Lebih lanjut Azis menjelaskan penertiban atribut dan posko ormas ini sebagai upaya mencegah konflik antar-ormas. Hal ini juga berangkat dari seringnya keributan antar-ormas yang terjadi di wilayah Jakarta Selatan maupun di perbatasan.
"Eksistensi dari kelompok tertentu atau organisasi masyarakat tertentu, terkadang masalahnya sepele tapi menimbulkan keributan yang meluas. Bahkan kematian seperti yang terjadi di Ciledug maupun di Kembangan, Jakbar," ujarnya.
SCROLL TO CONTINUE WITH CONTENT
Di sisi lain, keberadaan atribut dan posko ormas di wilayah Jakarta Selatan juga melanggar Perda Nomor 8 Tahun 2007.
"Kemudian untuk penertiban simbol-simbol seperti bendera dan beberapa atribut yang lain kita menggunakan Perda Nomor 8 Tahun 2007, tentu ranahnya ada di depan yaitu dari Satpol PP untuk penertiban," katanya.
Sementara itu, Kepala Satpol PP Jakarta Selatan Ujang Harmawan menjelaskan dalam Perda tersebut memang aturan soal atribut ormas tidak secara eksplisit disebutkan.
"Jadi untuk masalah gardu itu memang tidak secara eksplisit (diatur) di dalam Perda 8 Tahun 2007 tentang Ketertiban Umum, yang jelas ini dalam pasal 52 Perda 8 Tahun 2007 menyatakan setiap orang atau badan hukum agar tidak memasang simbol, lambang maupun bendera atribut yang berkenaan pada di sarana prasarana umum," kata Ujang.
Pada praktiknya, ada beberapa ormas yang menggunakan lahan warga untuk memasang atribut maupun gardu ormas. Warga yang merasa keberatan bisa lapor ke Pemda DKI.

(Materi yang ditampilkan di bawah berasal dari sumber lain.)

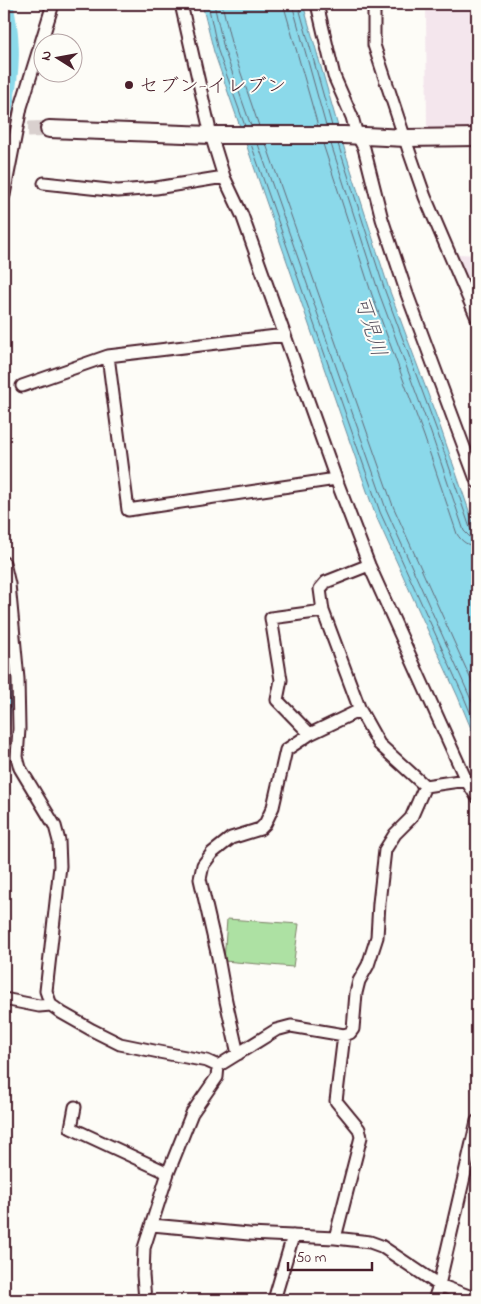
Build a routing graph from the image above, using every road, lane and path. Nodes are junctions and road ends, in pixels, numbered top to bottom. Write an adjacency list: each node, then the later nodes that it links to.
1 (52, 4): 12 (street)
2 (181, 4): 6 (street)
3 (317, 4): 7 (street)
4 (374, 4): 9 (street)
5 (49, 128): 6 (street)
6 (211, 135): 7 (street); 10 (street)
7 (351, 135): 9 (street); 18 (street)
8 (477, 137): 9 (street)
9 (406, 138): 13 (street)
10 (224, 177): 11 (street); 14 (street)
11 (44, 183)
12 (4, 195)
13 (477, 318)
14 (286, 335): 15 (street); 17 (street)
15 (108, 356): 16 (street); 17 (street)
16 (22, 386)
17 (336, 479): 20 (street)
18 (477, 482)
19 (4, 563): 28 (street)
20 (370, 565): 21 (street); 24 (street)
21 (323, 611): 22 (street); 23 (street)
22 (360, 710): 23 (street); 25 (street)
23 (310, 734): 30 (street)
24 (466, 780): 25 (street); 26 (street)
25 (425, 786): 29 (street)
26 (477, 797)
27 (4, 999): 28 (street)
28 (51, 1005): 31 (street)
29 (344, 1035): 30 (street); 37 (street)
30 (238, 1054): 31 (street)
31 (218, 1066): 34 (street)
32 (75, 1107): 34 (street)
33 (477, 1121): 38 (street)
34 (168, 1172): 35 (street)
35 (152, 1225): 36 (street); 40 (street)
36 (293, 1236): 37 (street); 41 (street)
37 (335, 1238): 38 (street)
38 (439, 1285): 39 (street); 42 (street)
39 (477, 1299)
40 (145, 1300)
41 (274, 1300)
42 (434, 1300)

"Berkenaan dengan tadi yang disampaikan pimpinan Pak Kapolres, apabila itu memang (dipasang) di lahan orang, orang itu merasa keberatan, dia bisa melaporkan ke Pemda DKI dan kita akan bersama dengan tiga pilar akan melaksanakan kalau memang dari pemilik lahan ini tidak berkenan, ya kita imbau pertama. Yang kedua dia akan membongkar sendiri atau kita tertibkan. Kalau di sarana prasarana umum jelas kita imbau untuk dia bongkar sendiri atau kita tertibkan," papar Ujang.